UNTHINKABLE not to rescue this house which Sterne loved, where he was happiest, where laughter that will last for ever was born. To buy it, restore it, and make it a living Sterne Museum, the LAURENCE STERNE TRUST was set up and recognised as a charity by the Department of Education and Science. Plans and estimates were prepared, and in April 1968 the TRUST launched an appeal for £25,000.
So far, £17,500 has been raised. In August 1968 the difficult, delicate task of restoration began. It has continued since. By now the TRUST has:
Paid for the freehold;
Dismantled and soundly rebuilt the entire roof structure;
Treated all timbers against fungal and insect infestation;
Reinforced the fabric with hidden steel plates and girders; Underpinned external walls and formed a drained dry-area alongside; Rebuilt much 17th- and 18th-century brickwork using matching hand-made bricks;
Preserved the 'Shandean' shape of an old chimney-stack by inserting a flexible flue, steel rods, and cement; Repaired or renewed all windows, replacing broken panes with Crown glass; Replaced the original stone slates, piecing in damaged ones with similar Yorkshire slates.
A BONUS. Behind panelling in the solar or private apartment at the upper end of the old open hall, wall paintings dating from the reign of Henry VIII have come to light--a great rarity in north-country domestic dwellings. When the panelling is replaced it will be hinged so that the paintings can be shown.
ANOTHER bonus. The 18th century alterations are now known to have been ordered by Sterne himself. Most are still intact, among them hob-grates with early Adam decoration, paintwork still in the colours he chose, a coved china-recess in dark green heightened with gold, a curious Georgian façade overlooking his favourite garden. Shandy Hall has changed little since Sterne left it. It stands revealed today as the earliest, most intimate, most unspoiled home of any great English writer.
Shandy Hall before, during and after the restoration of the roof and external fabric.
One of the new fireplaces added by Sterne in 1767, probably with the help of the York architect John Carr.

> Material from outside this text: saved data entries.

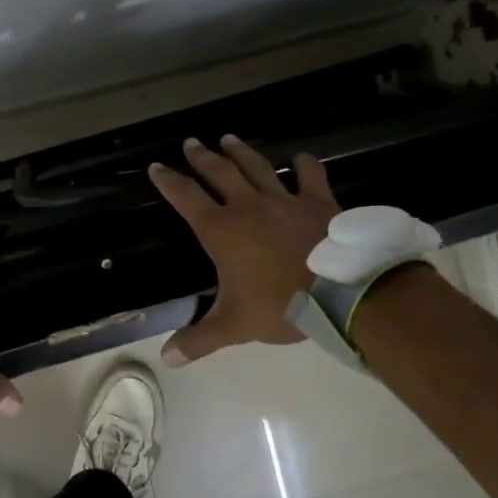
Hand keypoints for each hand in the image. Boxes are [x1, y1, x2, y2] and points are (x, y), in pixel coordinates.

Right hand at [147, 135, 340, 365]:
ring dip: (240, 152)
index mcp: (221, 230)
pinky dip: (305, 165)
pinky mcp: (318, 202)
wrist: (342, 293)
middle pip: (219, 173)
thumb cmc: (280, 306)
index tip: (156, 167)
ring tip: (228, 138)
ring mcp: (285, 200)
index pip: (186, 198)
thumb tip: (167, 358)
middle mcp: (248, 206)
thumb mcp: (234, 326)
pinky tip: (301, 157)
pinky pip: (310, 177)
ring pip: (257, 167)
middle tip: (191, 142)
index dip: (168, 182)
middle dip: (201, 157)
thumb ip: (199, 339)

On the original mediaeval wall of Sterne's bedroom, behind 18th-century panelling, the first of several wall paintings was found. It shows a gentleman-at-arms holding a pole-axe; his costume suggests a date of about 1520.

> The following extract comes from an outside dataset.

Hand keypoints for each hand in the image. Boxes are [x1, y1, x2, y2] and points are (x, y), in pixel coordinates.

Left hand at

So far, so good. Shandy Hall has emerged from its scaffolding weathertight and good for centuries more, yet still the same house of captivating charm and oddity. The restoration of the roof and external fabric has been a brilliant success.

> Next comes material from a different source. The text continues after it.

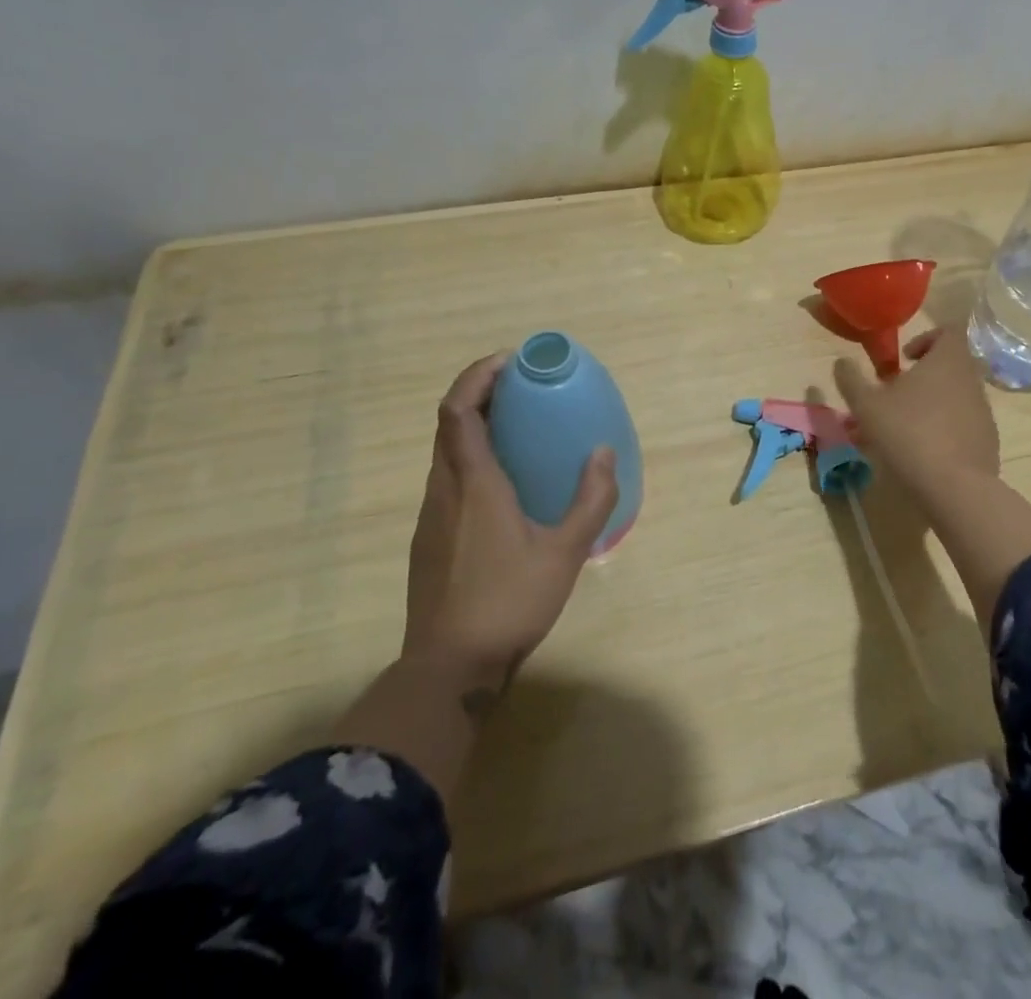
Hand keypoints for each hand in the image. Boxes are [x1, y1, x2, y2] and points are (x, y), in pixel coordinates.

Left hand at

Now for the interior. Panelling and other woodwork must be repaired, damp courses and modern services tactfully installed, plastering and decorating done, shelves and display-cases provided for the remarkable Sterne Collection promised on permanent loan (it includes the only complete library of early editions of Tristram Shandy in the world). To do all this with the skill and care already bestowed on the roof and exterior, the Trust urgently needs that remaining £7,500.
Will you help to write the tenth and triumphant last chapter in the rescue and revival of Shandy Hall--now?